To call the function you use the address-of operator & to create a pointer to the variable:
char *p = "abc";
...
fun(&p);
Because
char *p - in main function
and
char *pc - in fun function
are different variables.
I have a struct like this:
typedef struct TEXT {
char *text;
struct TEXT *next;
} TEXT;
and in some function I have something like:
TEXT *line = (TEXT *) malloc(sizeof(TEXT));
line->text = NULL; // was "\0" before
char current = getchar();
while (current != '\n') {
AddChar(&(line->text), current); // Was AddChar(line->text, current);
current = getchar();
}
and the AddChar function was something like this:
void AddChar(char **text, char c) { //was char *text
*text = (char *) realloc(*text, strlen(*text)+2); //was text = ...
char char_array[2] = {c, '\0');
strcat(*text, char_array); //was strcat(text, char_array);
}
And unfortunately, program crashed.
As far as I understand, turns out that strlen can't figure out that if text == NULL, length should be 0...
Anyway, with this AddChar function, everything works:
void AddChar(char **text, char c) {
if (*text == NULL) {
*text = (char *) malloc(2);
(*text)[0] = c;
(*text)[1] = '\0';
}
else {
*text= (char *) realloc(*text, sizeof(*text)+2);
char char_array[2] = { c , '\0' };
strcat(*text, char_array);
}
}
.
.
I also had a problem with
void AddChar(char *text, char c) {
text = "something";
}
not changing line->text, but changing *text to **text fixed that.
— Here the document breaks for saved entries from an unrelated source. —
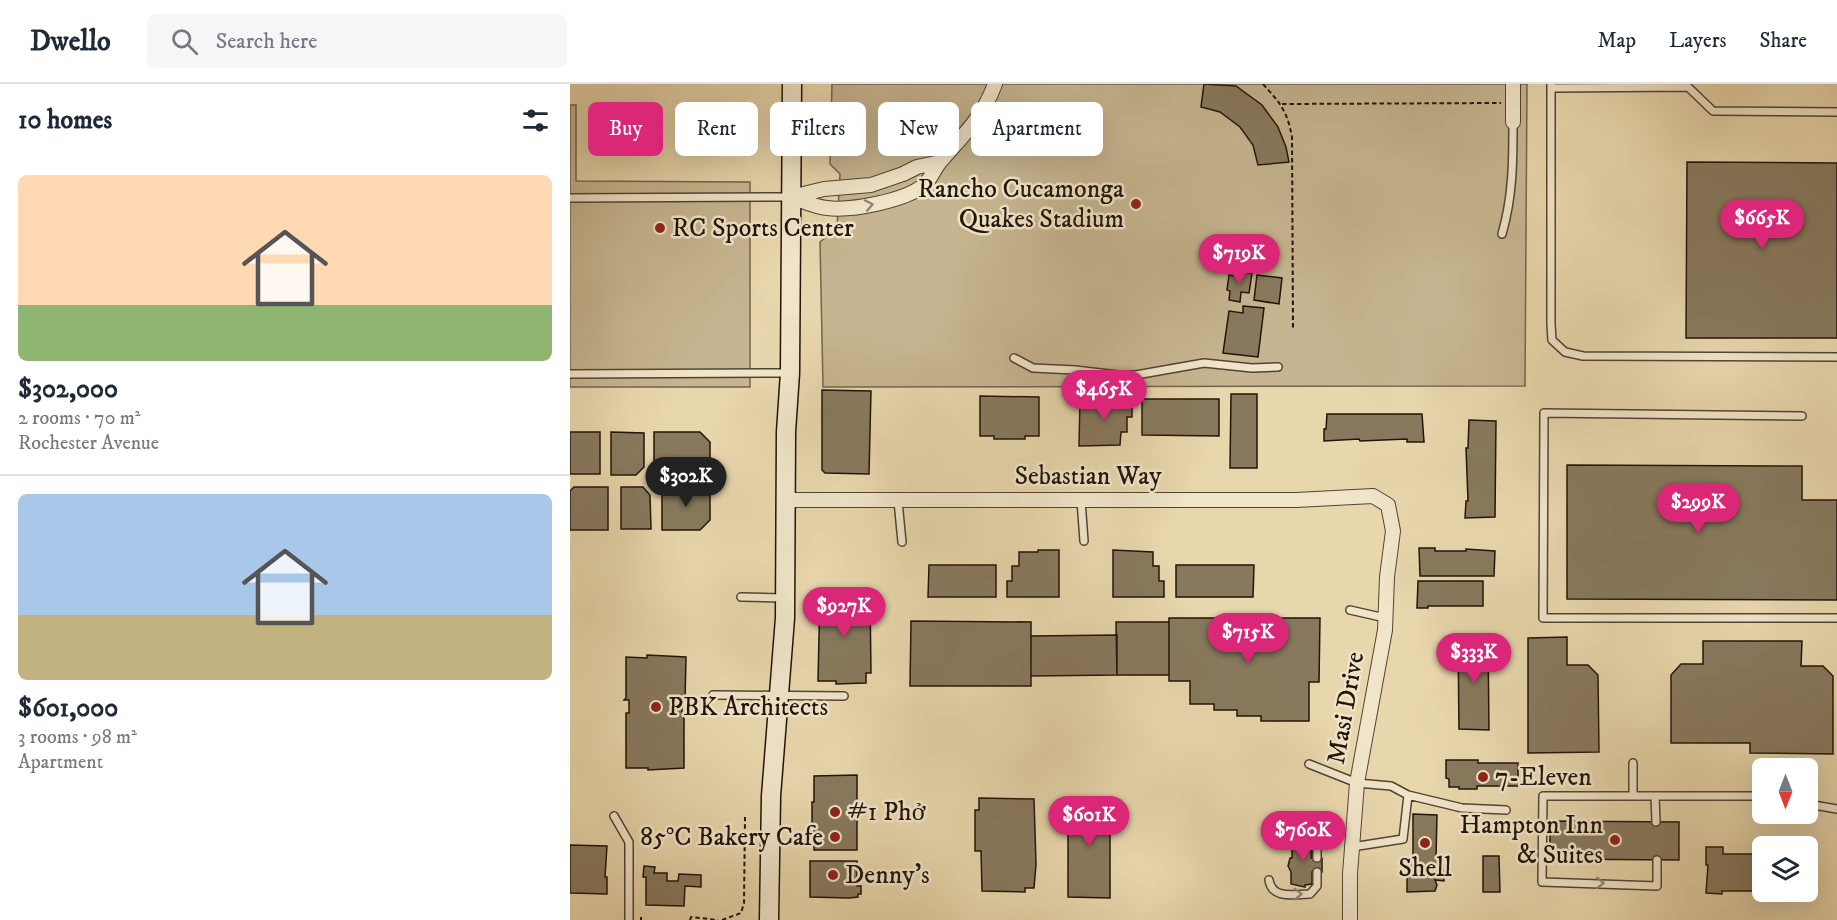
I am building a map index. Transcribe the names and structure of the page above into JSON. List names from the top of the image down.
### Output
{
  "streets": {
    "street": ["Sebastian Way", "Masi Drive"]
  },
  "crossings": [
    ["Sebastian Way", "Masi Drive"]
  ],
  "places": [
    "Rancho Cucamonga Quakes Stadium",
    "RC Sports Center",
    "PBK Architects",
    "7-Eleven",
    "#1 Phở",
    "85°C Bakery Cafe",
    "Hampton Inn & Suites",
    "Shell",
    "Denny's"
  ],
  "north": "bottom",
  "page": {
    "header": "Dwello",
    "search": "Search here",
    "nav": ["Map", "Layers", "Share"],
    "heading": "10 homes",
    "chip": [
      "Buy",
      "Rent",
      "Filters",
      "New",
      "Apartment"
    ],
    "list": [
      {
        "name": "$302,000",
        "note": "2 rooms · 70 m² · Rochester Avenue"
      },
      {
        "name": "$601,000",
        "note": "3 rooms · 98 m² · Apartment"
      }
    ],
    "price": [
      "$665K",
      "$719K",
      "$465K",
      "$302K",
      "$299K",
      "$927K",
      "$715K",
      "$333K",
      "$601K",
      "$760K"
    ]
  }
}
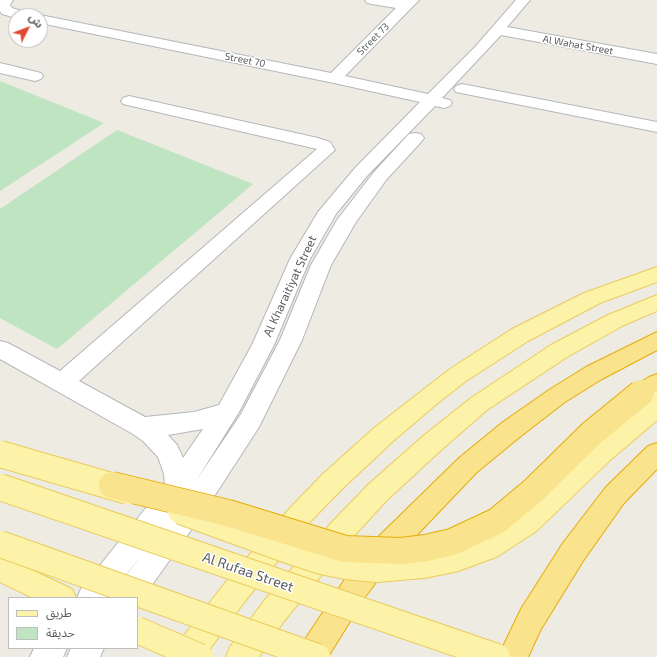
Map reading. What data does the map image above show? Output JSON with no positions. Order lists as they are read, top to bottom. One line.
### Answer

Only a NULL initialized pointer or a pointer returned by malloc family functions (malloc, calloc and realloc) can be passed to another malloc family functions. line->text is initialized with a string literal "\0" and therefore line->text can't be passed to realloc function.
Also note that you can't modify a string literal.
One of the problems is that you try to reallocate something you didn't allocate yourself.
The other problem is that you try to reassign a local variable inside the AddChar function and expect it to have any effect on the calling function, which it doesn't.
When passing an argument to a function it's passed by value which means that the value is copied into the local argument variable in the function, that variables local inside the function only, and changing that will not change the original variable used when calling the function. What you need is passing the argument by reference which C does not support, but you can emulate it by using a pointer. In your case by using a pointer to the pointer using the address-of operator &.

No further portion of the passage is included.